A report in Nikkei claims that Taiwan-based components makers are going to get "significantly fewer orders from Apple (NASDAQ:AAPL) in the second half of the year compared with a year ago." This report is likely the main driver behind the decline in Apple stock in the May 12 trading session, during which the shares hit a new 52-week low.
Although it may be tempting for investors to write this report off as rubbish (as many did when Nikkei first reported the significant cutbacks in iPhone 6s/6s Plus component orders), I would strongly suggest that this would be a bad idea.

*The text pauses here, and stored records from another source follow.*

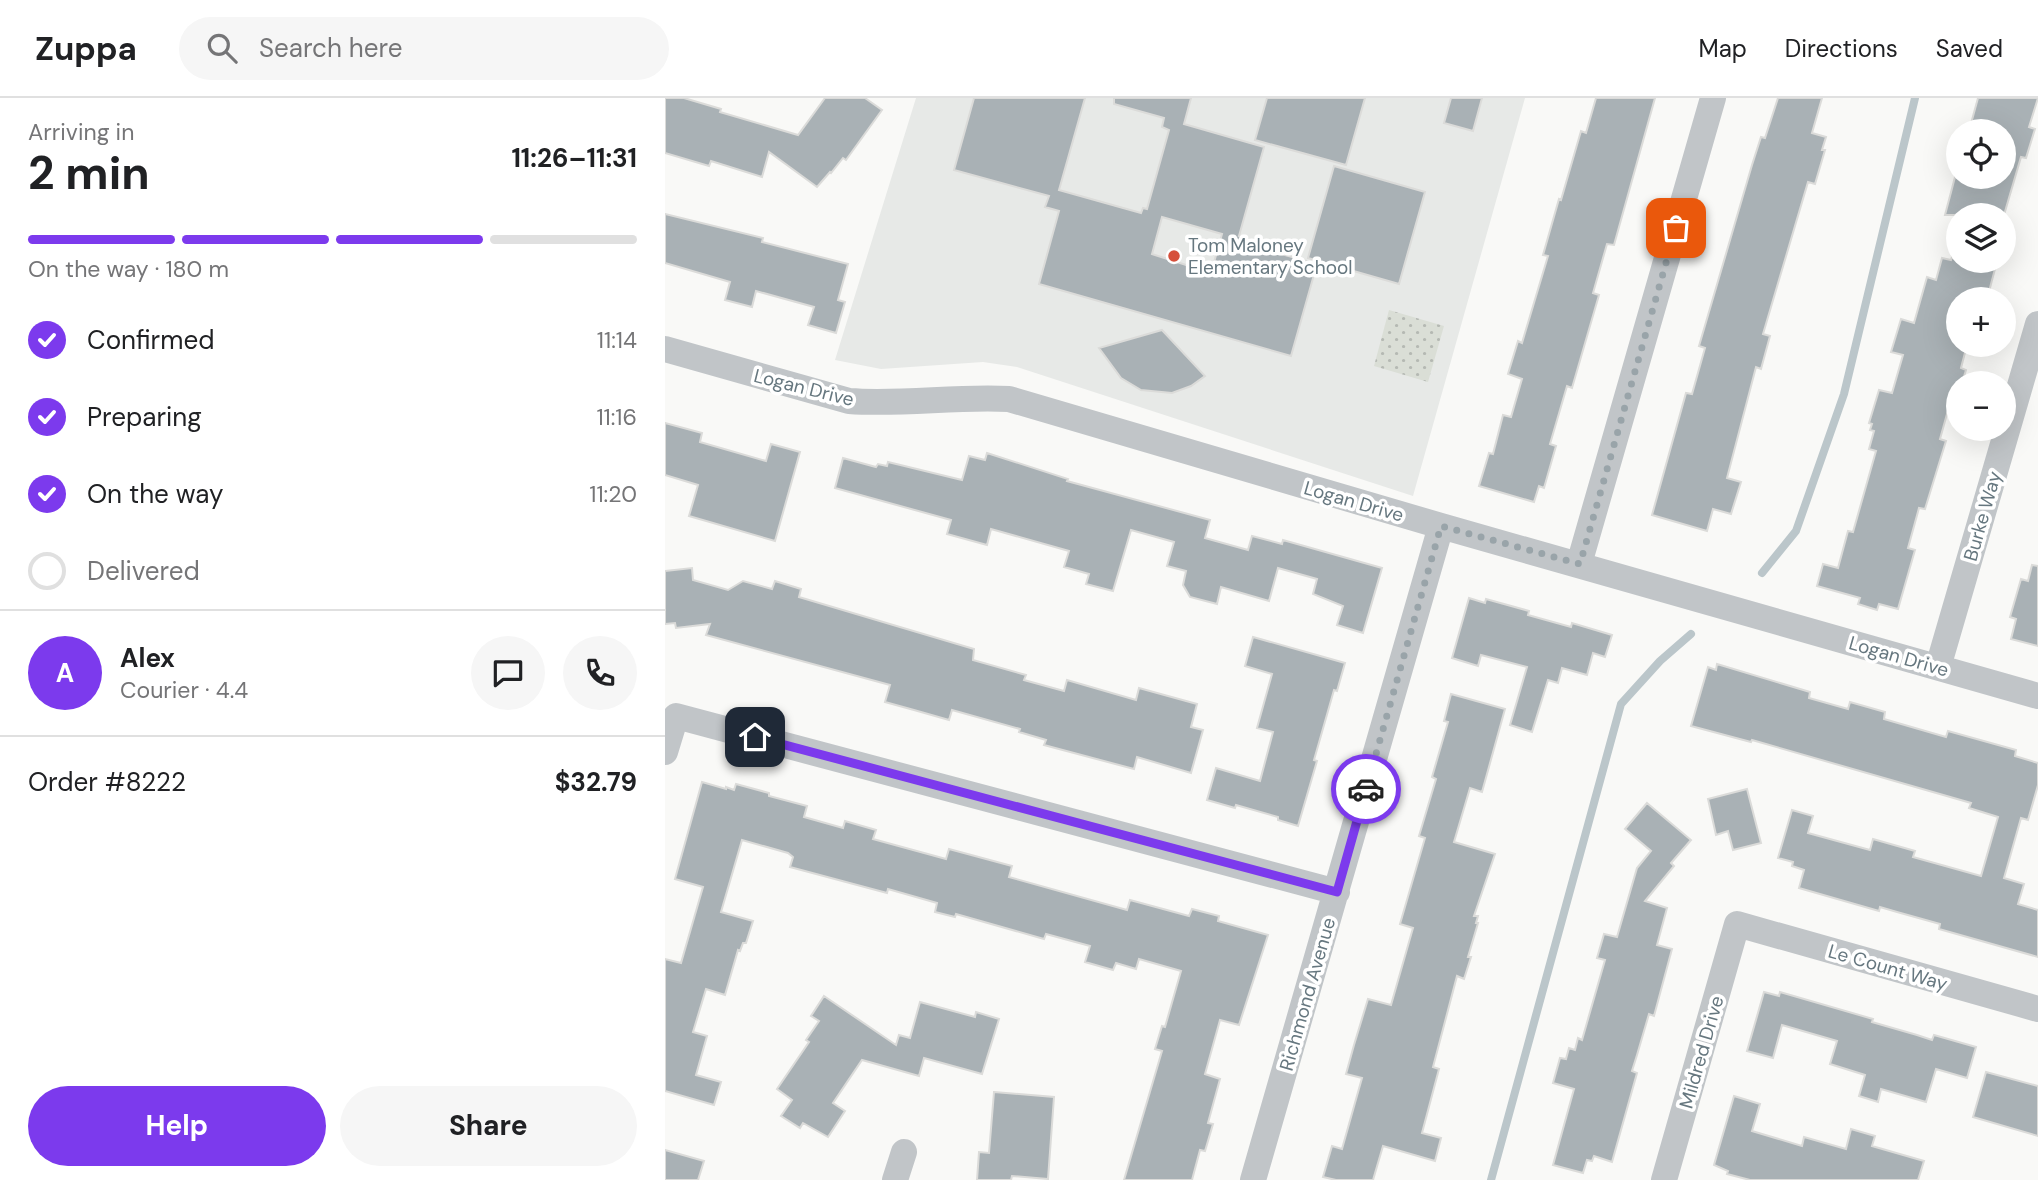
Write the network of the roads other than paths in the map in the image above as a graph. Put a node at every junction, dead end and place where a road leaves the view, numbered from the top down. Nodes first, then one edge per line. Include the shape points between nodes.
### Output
1 (1713, 98) edge
2 (2038, 324) edge
3 (665, 349) edge
4 (1441, 526) junction
5 (1580, 564) junction
6 (1938, 667) junction
7 (2038, 696) edge
8 (665, 752) edge
9 (1337, 892) junction
10 (1737, 924) joint
11 (2038, 1009) edge
12 (904, 1152) dead end
13 (895, 1180) edge
14 (1253, 1180) edge
15 (1664, 1180) edge

1 - 5 street
2 - 6 street, Burke Way
3 - 4 street, Logan Drive via 849,401 1009,399
4 - 5 street, Logan Drive
4 - 9 street, Richmond Avenue
5 - 6 street, Logan Drive
6 - 7 street, Logan Drive
8 - 9 street via 676,716
9 - 14 street, Richmond Avenue
10 - 11 street, Le Count Way
10 - 15 street, Mildred Drive
12 - 13 street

Here's why.
Apple doesn't want to end up overbuilding like it did with iPhone 6s/6s Plus
In hindsight, it's quite clear that Apple significantly overestimated demand for the iPhone 6s/6s Plus ahead of the launch. We know this because Apple wound up increasing channel inventory in its fiscal first quarter and is now "paying for it" by needing to bring down channel inventory levels during its fiscal third quarter.
Based on the demand that Apple saw with the iPhone 6s/6s Plus, I expect the company is going to try to play it safe with iPhone 7/7 Plus builds. This will keep Apple's own internal inventories fairly lean and inventory in the channel should also stay lean.
Unfortunately, this will likely mean that Apple will likely report a year-over-year decline in unit shipments during the first quarter of its next fiscal year (fiscal year 2017). However, if demand for the new phones turns out to be better than expected, then Apple can increase production and satisfy that demand in the following quarter.
There's a risk that potential customers might not want to wait and will choose an alternative device, but Apple seems to prefer keeping inventories (internal and in the channel) as lean as possible.
Performance beyond the second half of 2016 depends on the device
The Nikkei report specifically refers to Apple supplier performance in the second half of 2016, which is an indication of how many new iPhones the company expects to sell in the quarter or so after launch. If iPhone 7-series demand turns out strong, then the Apple suppliers might see a turnaround year-over-year during the first half of 2017.
At this point, there isn't much known about these phones aside from fairly strong rumors that there will be improved internals and better cameras housed in an industrial design that's largely the same as the one used for the iPhone 6s/6s Plus.
What should investors do?
As somebody who doesn't already own Apple stock, my plan of action is simple: stay out for now and see how the response is to the iPhone 7-series. If it's nothing special, then I plan to stay out; Apple's once-per-year flagship iPhone launches mean that if a new set of iPhones isn't spectacular, shareholders will be stuck waiting an entire year for the next product to come out.
If it's a game-changing device that draws substantial pre-order activity, then that could be a sign to get back into the stock. However, if the rumors are correct, the next potentially "game changing" iPhone won't be this year's model, but next year's.